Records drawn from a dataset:
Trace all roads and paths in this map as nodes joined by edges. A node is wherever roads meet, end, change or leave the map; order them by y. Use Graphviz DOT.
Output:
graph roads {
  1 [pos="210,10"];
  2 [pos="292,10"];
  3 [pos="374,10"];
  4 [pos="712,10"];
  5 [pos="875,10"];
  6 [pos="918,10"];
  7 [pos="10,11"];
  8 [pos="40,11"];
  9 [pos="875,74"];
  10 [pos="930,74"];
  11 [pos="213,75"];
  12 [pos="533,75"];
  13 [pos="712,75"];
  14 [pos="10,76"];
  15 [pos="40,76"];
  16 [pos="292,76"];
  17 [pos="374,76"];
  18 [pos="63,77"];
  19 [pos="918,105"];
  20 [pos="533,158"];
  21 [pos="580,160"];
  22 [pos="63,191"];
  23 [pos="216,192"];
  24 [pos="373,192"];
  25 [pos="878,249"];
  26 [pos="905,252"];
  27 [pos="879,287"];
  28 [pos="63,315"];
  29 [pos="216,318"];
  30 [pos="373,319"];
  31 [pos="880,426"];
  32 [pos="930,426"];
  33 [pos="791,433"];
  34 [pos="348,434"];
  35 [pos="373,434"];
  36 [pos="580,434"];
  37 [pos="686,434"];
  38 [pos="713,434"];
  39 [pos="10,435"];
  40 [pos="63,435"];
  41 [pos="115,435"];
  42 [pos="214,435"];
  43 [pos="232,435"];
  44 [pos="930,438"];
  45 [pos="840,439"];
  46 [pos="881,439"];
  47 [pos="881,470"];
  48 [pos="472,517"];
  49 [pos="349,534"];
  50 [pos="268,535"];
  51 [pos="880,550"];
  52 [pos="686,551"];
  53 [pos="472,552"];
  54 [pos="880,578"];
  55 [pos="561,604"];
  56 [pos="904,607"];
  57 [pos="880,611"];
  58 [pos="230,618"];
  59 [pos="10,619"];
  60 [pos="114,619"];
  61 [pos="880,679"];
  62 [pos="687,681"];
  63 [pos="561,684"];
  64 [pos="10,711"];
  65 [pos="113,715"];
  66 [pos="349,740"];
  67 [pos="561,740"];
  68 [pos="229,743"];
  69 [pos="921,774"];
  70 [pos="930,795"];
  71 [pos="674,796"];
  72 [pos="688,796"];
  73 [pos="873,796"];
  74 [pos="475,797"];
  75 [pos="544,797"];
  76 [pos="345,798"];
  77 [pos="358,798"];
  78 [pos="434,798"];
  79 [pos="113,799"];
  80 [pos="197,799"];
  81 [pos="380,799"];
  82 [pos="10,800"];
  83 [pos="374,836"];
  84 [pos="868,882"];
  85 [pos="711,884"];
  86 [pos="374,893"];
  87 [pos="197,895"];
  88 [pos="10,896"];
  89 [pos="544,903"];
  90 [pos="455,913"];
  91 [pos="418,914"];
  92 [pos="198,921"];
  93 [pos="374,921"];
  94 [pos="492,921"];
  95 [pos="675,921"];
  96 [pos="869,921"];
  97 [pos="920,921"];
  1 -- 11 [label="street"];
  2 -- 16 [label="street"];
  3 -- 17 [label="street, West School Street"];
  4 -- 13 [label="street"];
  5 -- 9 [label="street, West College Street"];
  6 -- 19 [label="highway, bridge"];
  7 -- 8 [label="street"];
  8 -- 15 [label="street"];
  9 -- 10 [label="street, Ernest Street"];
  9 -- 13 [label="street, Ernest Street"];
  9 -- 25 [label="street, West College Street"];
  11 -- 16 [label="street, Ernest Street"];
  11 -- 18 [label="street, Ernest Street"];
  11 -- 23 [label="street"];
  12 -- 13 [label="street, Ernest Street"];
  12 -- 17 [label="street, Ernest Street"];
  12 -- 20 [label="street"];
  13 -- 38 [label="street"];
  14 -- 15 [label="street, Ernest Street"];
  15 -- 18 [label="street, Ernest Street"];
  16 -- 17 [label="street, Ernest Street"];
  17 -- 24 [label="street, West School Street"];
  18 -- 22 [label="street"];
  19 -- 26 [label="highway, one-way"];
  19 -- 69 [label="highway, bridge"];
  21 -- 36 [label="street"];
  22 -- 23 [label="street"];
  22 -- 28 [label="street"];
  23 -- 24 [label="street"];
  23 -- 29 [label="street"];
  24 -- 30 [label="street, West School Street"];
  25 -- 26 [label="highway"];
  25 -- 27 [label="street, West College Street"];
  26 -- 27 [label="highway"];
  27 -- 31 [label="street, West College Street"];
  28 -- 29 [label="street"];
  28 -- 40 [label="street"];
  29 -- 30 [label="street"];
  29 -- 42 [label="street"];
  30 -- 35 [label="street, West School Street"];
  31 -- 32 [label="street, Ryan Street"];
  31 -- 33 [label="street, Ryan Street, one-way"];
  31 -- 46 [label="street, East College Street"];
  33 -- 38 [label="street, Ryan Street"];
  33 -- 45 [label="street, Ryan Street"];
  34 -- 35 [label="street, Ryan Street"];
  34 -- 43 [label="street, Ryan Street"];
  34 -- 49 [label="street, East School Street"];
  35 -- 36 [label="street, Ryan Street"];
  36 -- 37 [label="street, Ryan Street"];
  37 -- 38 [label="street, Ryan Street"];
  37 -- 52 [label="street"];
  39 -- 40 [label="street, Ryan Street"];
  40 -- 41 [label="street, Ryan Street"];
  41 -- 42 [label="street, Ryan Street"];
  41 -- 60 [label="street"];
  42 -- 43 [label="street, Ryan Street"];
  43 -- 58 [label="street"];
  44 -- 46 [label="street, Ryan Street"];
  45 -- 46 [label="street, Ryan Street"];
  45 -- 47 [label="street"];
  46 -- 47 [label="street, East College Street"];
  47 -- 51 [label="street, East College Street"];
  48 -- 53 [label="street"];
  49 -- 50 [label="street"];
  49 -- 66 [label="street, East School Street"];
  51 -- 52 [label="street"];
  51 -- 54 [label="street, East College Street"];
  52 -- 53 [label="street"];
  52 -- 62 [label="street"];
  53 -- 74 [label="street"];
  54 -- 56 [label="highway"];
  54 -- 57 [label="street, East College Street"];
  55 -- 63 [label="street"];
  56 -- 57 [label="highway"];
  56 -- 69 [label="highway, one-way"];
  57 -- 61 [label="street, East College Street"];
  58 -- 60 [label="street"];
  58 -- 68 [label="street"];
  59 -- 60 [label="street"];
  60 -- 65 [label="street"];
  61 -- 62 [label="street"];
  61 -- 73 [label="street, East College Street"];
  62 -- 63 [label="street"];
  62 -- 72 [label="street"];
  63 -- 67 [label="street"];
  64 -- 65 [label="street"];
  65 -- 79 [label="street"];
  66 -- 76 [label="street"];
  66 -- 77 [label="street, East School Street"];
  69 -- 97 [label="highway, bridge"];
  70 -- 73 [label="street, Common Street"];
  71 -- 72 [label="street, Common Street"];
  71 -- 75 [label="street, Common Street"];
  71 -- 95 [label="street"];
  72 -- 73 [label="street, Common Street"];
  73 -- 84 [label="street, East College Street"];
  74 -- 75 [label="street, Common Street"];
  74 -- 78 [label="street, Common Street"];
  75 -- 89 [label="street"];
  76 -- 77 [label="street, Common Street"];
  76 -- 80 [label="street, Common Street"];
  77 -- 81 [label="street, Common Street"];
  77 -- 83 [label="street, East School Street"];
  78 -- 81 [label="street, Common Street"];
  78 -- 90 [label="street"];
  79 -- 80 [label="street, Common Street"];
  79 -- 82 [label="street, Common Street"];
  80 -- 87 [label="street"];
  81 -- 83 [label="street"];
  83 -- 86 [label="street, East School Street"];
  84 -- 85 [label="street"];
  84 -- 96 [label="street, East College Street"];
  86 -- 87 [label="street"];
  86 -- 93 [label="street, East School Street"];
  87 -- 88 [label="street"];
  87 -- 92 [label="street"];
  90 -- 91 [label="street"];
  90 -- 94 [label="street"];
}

Problem statement: All entries given above should be transcribed exactly, with none omitted.

Solution below:
Trace all roads and paths in this map as nodes joined by edges. A node is wherever roads meet, end, change or leave the map; order them by y. Use Graphviz DOT.
Output:
graph roads {
  1 [pos="210,10"];
  2 [pos="292,10"];
  3 [pos="374,10"];
  4 [pos="712,10"];
  5 [pos="875,10"];
  6 [pos="918,10"];
  7 [pos="10,11"];
  8 [pos="40,11"];
  9 [pos="875,74"];
  10 [pos="930,74"];
  11 [pos="213,75"];
  12 [pos="533,75"];
  13 [pos="712,75"];
  14 [pos="10,76"];
  15 [pos="40,76"];
  16 [pos="292,76"];
  17 [pos="374,76"];
  18 [pos="63,77"];
  19 [pos="918,105"];
  20 [pos="533,158"];
  21 [pos="580,160"];
  22 [pos="63,191"];
  23 [pos="216,192"];
  24 [pos="373,192"];
  25 [pos="878,249"];
  26 [pos="905,252"];
  27 [pos="879,287"];
  28 [pos="63,315"];
  29 [pos="216,318"];
  30 [pos="373,319"];
  31 [pos="880,426"];
  32 [pos="930,426"];
  33 [pos="791,433"];
  34 [pos="348,434"];
  35 [pos="373,434"];
  36 [pos="580,434"];
  37 [pos="686,434"];
  38 [pos="713,434"];
  39 [pos="10,435"];
  40 [pos="63,435"];
  41 [pos="115,435"];
  42 [pos="214,435"];
  43 [pos="232,435"];
  44 [pos="930,438"];
  45 [pos="840,439"];
  46 [pos="881,439"];
  47 [pos="881,470"];
  48 [pos="472,517"];
  49 [pos="349,534"];
  50 [pos="268,535"];
  51 [pos="880,550"];
  52 [pos="686,551"];
  53 [pos="472,552"];
  54 [pos="880,578"];
  55 [pos="561,604"];
  56 [pos="904,607"];
  57 [pos="880,611"];
  58 [pos="230,618"];
  59 [pos="10,619"];
  60 [pos="114,619"];
  61 [pos="880,679"];
  62 [pos="687,681"];
  63 [pos="561,684"];
  64 [pos="10,711"];
  65 [pos="113,715"];
  66 [pos="349,740"];
  67 [pos="561,740"];
  68 [pos="229,743"];
  69 [pos="921,774"];
  70 [pos="930,795"];
  71 [pos="674,796"];
  72 [pos="688,796"];
  73 [pos="873,796"];
  74 [pos="475,797"];
  75 [pos="544,797"];
  76 [pos="345,798"];
  77 [pos="358,798"];
  78 [pos="434,798"];
  79 [pos="113,799"];
  80 [pos="197,799"];
  81 [pos="380,799"];
  82 [pos="10,800"];
  83 [pos="374,836"];
  84 [pos="868,882"];
  85 [pos="711,884"];
  86 [pos="374,893"];
  87 [pos="197,895"];
  88 [pos="10,896"];
  89 [pos="544,903"];
  90 [pos="455,913"];
  91 [pos="418,914"];
  92 [pos="198,921"];
  93 [pos="374,921"];
  94 [pos="492,921"];
  95 [pos="675,921"];
  96 [pos="869,921"];
  97 [pos="920,921"];
  1 -- 11 [label="street"];
  2 -- 16 [label="street"];
  3 -- 17 [label="street, West School Street"];
  4 -- 13 [label="street"];
  5 -- 9 [label="street, West College Street"];
  6 -- 19 [label="highway, bridge"];
  7 -- 8 [label="street"];
  8 -- 15 [label="street"];
  9 -- 10 [label="street, Ernest Street"];
  9 -- 13 [label="street, Ernest Street"];
  9 -- 25 [label="street, West College Street"];
  11 -- 16 [label="street, Ernest Street"];
  11 -- 18 [label="street, Ernest Street"];
  11 -- 23 [label="street"];
  12 -- 13 [label="street, Ernest Street"];
  12 -- 17 [label="street, Ernest Street"];
  12 -- 20 [label="street"];
  13 -- 38 [label="street"];
  14 -- 15 [label="street, Ernest Street"];
  15 -- 18 [label="street, Ernest Street"];
  16 -- 17 [label="street, Ernest Street"];
  17 -- 24 [label="street, West School Street"];
  18 -- 22 [label="street"];
  19 -- 26 [label="highway, one-way"];
  19 -- 69 [label="highway, bridge"];
  21 -- 36 [label="street"];
  22 -- 23 [label="street"];
  22 -- 28 [label="street"];
  23 -- 24 [label="street"];
  23 -- 29 [label="street"];
  24 -- 30 [label="street, West School Street"];
  25 -- 26 [label="highway"];
  25 -- 27 [label="street, West College Street"];
  26 -- 27 [label="highway"];
  27 -- 31 [label="street, West College Street"];
  28 -- 29 [label="street"];
  28 -- 40 [label="street"];
  29 -- 30 [label="street"];
  29 -- 42 [label="street"];
  30 -- 35 [label="street, West School Street"];
  31 -- 32 [label="street, Ryan Street"];
  31 -- 33 [label="street, Ryan Street, one-way"];
  31 -- 46 [label="street, East College Street"];
  33 -- 38 [label="street, Ryan Street"];
  33 -- 45 [label="street, Ryan Street"];
  34 -- 35 [label="street, Ryan Street"];
  34 -- 43 [label="street, Ryan Street"];
  34 -- 49 [label="street, East School Street"];
  35 -- 36 [label="street, Ryan Street"];
  36 -- 37 [label="street, Ryan Street"];
  37 -- 38 [label="street, Ryan Street"];
  37 -- 52 [label="street"];
  39 -- 40 [label="street, Ryan Street"];
  40 -- 41 [label="street, Ryan Street"];
  41 -- 42 [label="street, Ryan Street"];
  41 -- 60 [label="street"];
  42 -- 43 [label="street, Ryan Street"];
  43 -- 58 [label="street"];
  44 -- 46 [label="street, Ryan Street"];
  45 -- 46 [label="street, Ryan Street"];
  45 -- 47 [label="street"];
  46 -- 47 [label="street, East College Street"];
  47 -- 51 [label="street, East College Street"];
  48 -- 53 [label="street"];
  49 -- 50 [label="street"];
  49 -- 66 [label="street, East School Street"];
  51 -- 52 [label="street"];
  51 -- 54 [label="street, East College Street"];
  52 -- 53 [label="street"];
  52 -- 62 [label="street"];
  53 -- 74 [label="street"];
  54 -- 56 [label="highway"];
  54 -- 57 [label="street, East College Street"];
  55 -- 63 [label="street"];
  56 -- 57 [label="highway"];
  56 -- 69 [label="highway, one-way"];
  57 -- 61 [label="street, East College Street"];
  58 -- 60 [label="street"];
  58 -- 68 [label="street"];
  59 -- 60 [label="street"];
  60 -- 65 [label="street"];
  61 -- 62 [label="street"];
  61 -- 73 [label="street, East College Street"];
  62 -- 63 [label="street"];
  62 -- 72 [label="street"];
  63 -- 67 [label="street"];
  64 -- 65 [label="street"];
  65 -- 79 [label="street"];
  66 -- 76 [label="street"];
  66 -- 77 [label="street, East School Street"];
  69 -- 97 [label="highway, bridge"];
  70 -- 73 [label="street, Common Street"];
  71 -- 72 [label="street, Common Street"];
  71 -- 75 [label="street, Common Street"];
  71 -- 95 [label="street"];
  72 -- 73 [label="street, Common Street"];
  73 -- 84 [label="street, East College Street"];
  74 -- 75 [label="street, Common Street"];
  74 -- 78 [label="street, Common Street"];
  75 -- 89 [label="street"];
  76 -- 77 [label="street, Common Street"];
  76 -- 80 [label="street, Common Street"];
  77 -- 81 [label="street, Common Street"];
  77 -- 83 [label="street, East School Street"];
  78 -- 81 [label="street, Common Street"];
  78 -- 90 [label="street"];
  79 -- 80 [label="street, Common Street"];
  79 -- 82 [label="street, Common Street"];
  80 -- 87 [label="street"];
  81 -- 83 [label="street"];
  83 -- 86 [label="street, East School Street"];
  84 -- 85 [label="street"];
  84 -- 96 [label="street, East College Street"];
  86 -- 87 [label="street"];
  86 -- 93 [label="street, East School Street"];
  87 -- 88 [label="street"];
  87 -- 92 [label="street"];
  90 -- 91 [label="street"];
  90 -- 94 [label="street"];
}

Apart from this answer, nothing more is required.